January 9, 2019 / 1:00 AM / 8 months ago

RPT-COLUMN-Back to school, keep an eye on the "5-Day Rule": McGeever

(Repeats Jan. 8 article with no changes to text)

By Jamie McGeever

LONDON, Jan 8 (Reuters) - The holidays are over, New Year resolutions have been made and broken, and traders, investors and money managers are putting their annual investment plans into practice.

How will 2019 pan out? No one knows for sure, certainly not this early in proceedings, but there are rules of thumb around the month of January that can offer clues as to what lies ahead.

The S&P 500’s so-called “5-Day Rule” holds that if the market rises in the first five trading sessions of the year, it will end the year higher. Broadening that out, if the S&P 500 ends January in the green it will end the year in the green too.

The bulls will be taking heart: after the first four full trading sessions of 2019, the index is up 1.7 pct, so it will require a pretty hefty fall to reverse all that in one day. But given recent volatility, that’s not out of the question: the market has had 13 such daily falls in the last three months.

But how much store should we put in these hypotheses? Are they useful guides, or a load of mumbo jumbo?

Before digging into the stats, it’s worth pointing out the obvious: the S&P 500 and stock markets across the developed world usually rise anyway. Population growth and near-uninterrupted GDP growth keeps investment flowing into equities, ensuring nominal stock prices rise over the long term.

Since the S&P 500 was reconstituted in 1957 to comprise 500 stocks, it has risen 45 of 62 years, meaning the market rises 73 percent of the time regardless of how it performs in the first five days of the year or in January. The average annual gain in those up years is 15.8 percent, not adjusted for inflation.

The 5-Day Rule, however, has a success rate of 80 pct. That is to say, in the 41 years where the market has risen in the first five trading days of January, it has ended the year higher in 33 of them. The exceptions are 1966, 1973, 1974, 1990, 1994, 2002, 2015 and 2018.

So far this year, with four full trading sessions completed, the S&P 500 is up 1.7 pct. Barring a complete reversal of that on Tuesday (Jan. 8), statistically there’s an 80 pct chance it will be an up year overall, according to the 5-Day Rule.

Jim O’Neill, ex-chairman of Goldman Sachs Asset Management who coined the term “BRICs” for the world’s leading emerging markets, was a keen proponent of the 5-Day Rule in his Goldman days, although he admits there’s no obvious fundamental economic or technical market reason why the theory should hold water.

“But the statistical success is strong enough to not ignore,” O’Neill says.

The statistical evidence for whether an upswing in January bodes well for the year as a whole is even stronger.
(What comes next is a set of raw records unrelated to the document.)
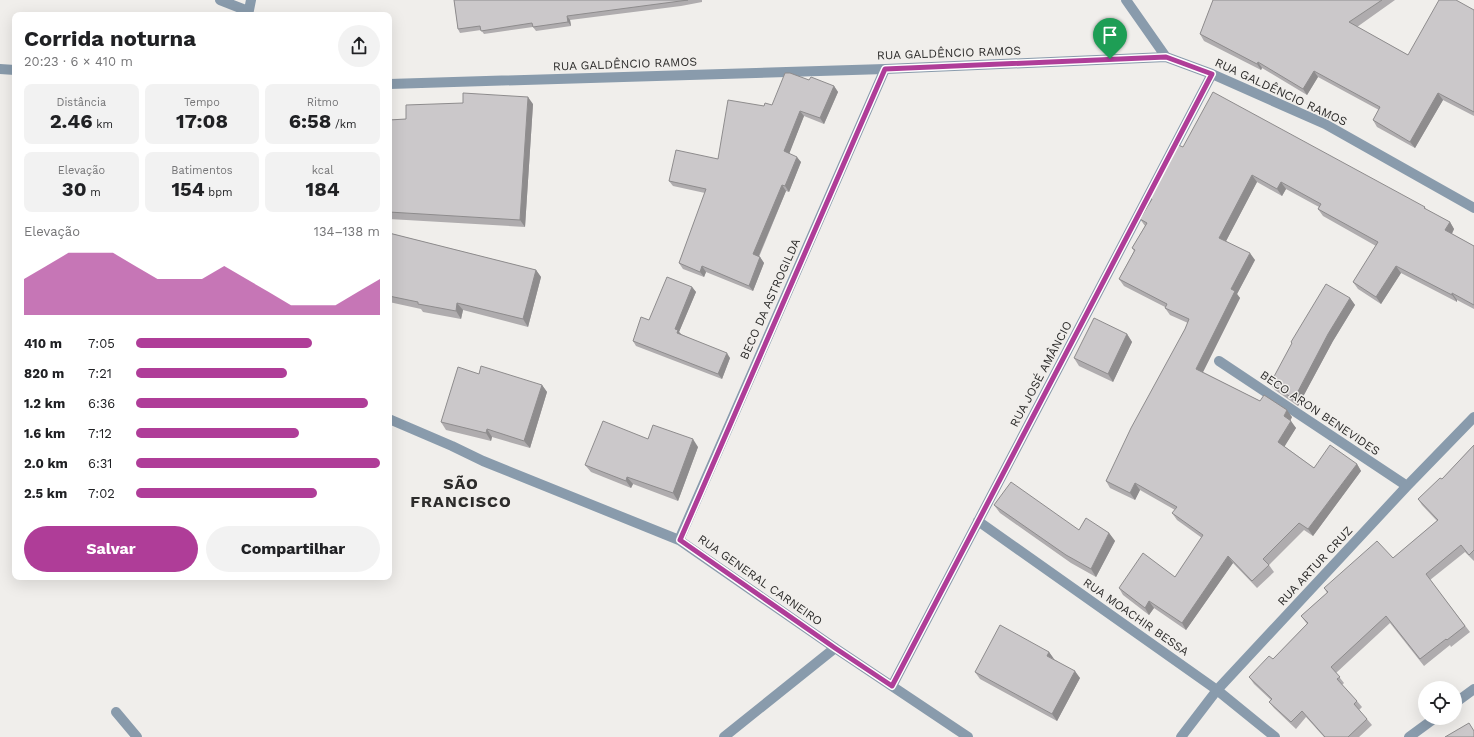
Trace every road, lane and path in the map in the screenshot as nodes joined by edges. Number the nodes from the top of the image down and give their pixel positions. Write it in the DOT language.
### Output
graph roads {
  1 [pos="220,0"];
  2 [pos="251,0"];
  3 [pos="1126,0"];
  4 [pos="246,12"];
  5 [pos="248,12"];
  6 [pos="1166,57"];
  7 [pos="0,68"];
  8 [pos="885,69"];
  9 [pos="12,70"];
  10 [pos="1212,74"];
  11 [pos="392,84"];
  12 [pos="1474,208"];
  13 [pos="1219,361"];
  14 [pos="1474,417"];
  15 [pos="392,420"];
  16 [pos="1407,486"];
  17 [pos="978,521"];
  18 [pos="680,540"];
  19 [pos="835,648"];
  20 [pos="892,686"];
  21 [pos="1474,689"];
  22 [pos="1217,690"];
  23 [pos="1462,698"];
  24 [pos="116,712"];
  25 [pos="1425,725"];
  26 [pos="137,737"];
  27 [pos="724,737"];
  28 [pos="968,737"];
  29 [pos="1181,737"];
  30 [pos="1275,737"];
  31 [pos="1409,737"];
  1 -- 4 [label="street"];
  2 -- 5 [label="street"];
  3 -- 6 [label="street"];
  6 -- 8 [label="street, RUA GALDÊNCIO RAMOS"];
  6 -- 10 [label="street, RUA GALDÊNCIO RAMOS"];
  7 -- 9 [label="street"];
  8 -- 11 [label="street, RUA GALDÊNCIO RAMOS"];
  8 -- 18 [label="street, BECO DA ASTROGILDA"];
  10 -- 12 [label="street, RUA GALDÊNCIO RAMOS"];
  10 -- 17 [label="street, RUA JOSÉ AMÂNCIO"];
  13 -- 16 [label="street, BECO ARON BENEVIDES"];
  14 -- 16 [label="street, RUA ARTUR CRUZ"];
  15 -- 18 [label="street, RUA GENERAL CARNEIRO"];
  16 -- 22 [label="street, RUA ARTUR CRUZ"];
  17 -- 20 [label="street, RUA JOSÉ AMÂNCIO"];
  17 -- 22 [label="street, RUA MOACHIR BESSA"];
  18 -- 19 [label="street, RUA GENERAL CARNEIRO"];
  19 -- 20 [label="street, RUA GENERAL CARNEIRO"];
  19 -- 27 [label="street"];
  20 -- 28 [label="street, RUA GENERAL CARNEIRO"];
  21 -- 23 [label="street"];
  22 -- 29 [label="street, RUA ARTUR CRUZ"];
  22 -- 30 [label="street, RUA MOACHIR BESSA"];
  24 -- 26 [label="street"];
  25 -- 31 [label="street"];
}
Since 1957 the S&P 500 has risen in January 37 times, of which 32 have gone on to a positive annual performance.

That’s a success rate of 86 pct. The five exceptions have been 1966, 1994, 2001, 2007 and 2018. Last year, in particular, was a massive head fake. The market rose 5.6 pct in January 2018, its best start to a year since 1997, yet registered its first down year in a decade.
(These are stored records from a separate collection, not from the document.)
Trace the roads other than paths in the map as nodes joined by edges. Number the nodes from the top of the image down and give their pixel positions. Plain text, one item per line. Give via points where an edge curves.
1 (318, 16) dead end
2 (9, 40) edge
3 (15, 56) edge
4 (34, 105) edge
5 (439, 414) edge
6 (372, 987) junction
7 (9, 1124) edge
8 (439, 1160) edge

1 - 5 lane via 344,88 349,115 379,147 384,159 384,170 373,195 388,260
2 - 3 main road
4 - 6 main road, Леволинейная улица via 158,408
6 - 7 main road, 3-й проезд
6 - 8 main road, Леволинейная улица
Is the correlation as strong when the market falls in the first five days and first month of the year as it is when it rises? In short, no.

Since 1957, Wall Street’s leading index has fallen in the first five trading days of January 21 times but has posted an annual decline in only nine of those years, or only 43 pct of the time.

Again, the monthly performance is a better indication of annual performance, but only slightly. There have been 25 “down” Januarys since 1957, of which 13 have ended up in annual declines. That’s a 52 pct “success” rate.

There’s no denying the overwhelming sense of bearishness with which investors have gone into 2019. Worries about global growth, the U.S. yield curve, potential for U.S. recession, global trade wars and continued Fed tightening have darkened the outlook for stock market performance and returns this year.

But maybe the pendulum has swung too far.

The last few days have seen a blockbuster U.S. employment report which should dampen any recession fears for now, and dovish remarks from Fed chair Jerome Powell that suggest the Fed will take its foot off the tightening pedal this year.

In the meantime, watch for Tuesday’s close on the S&P 500.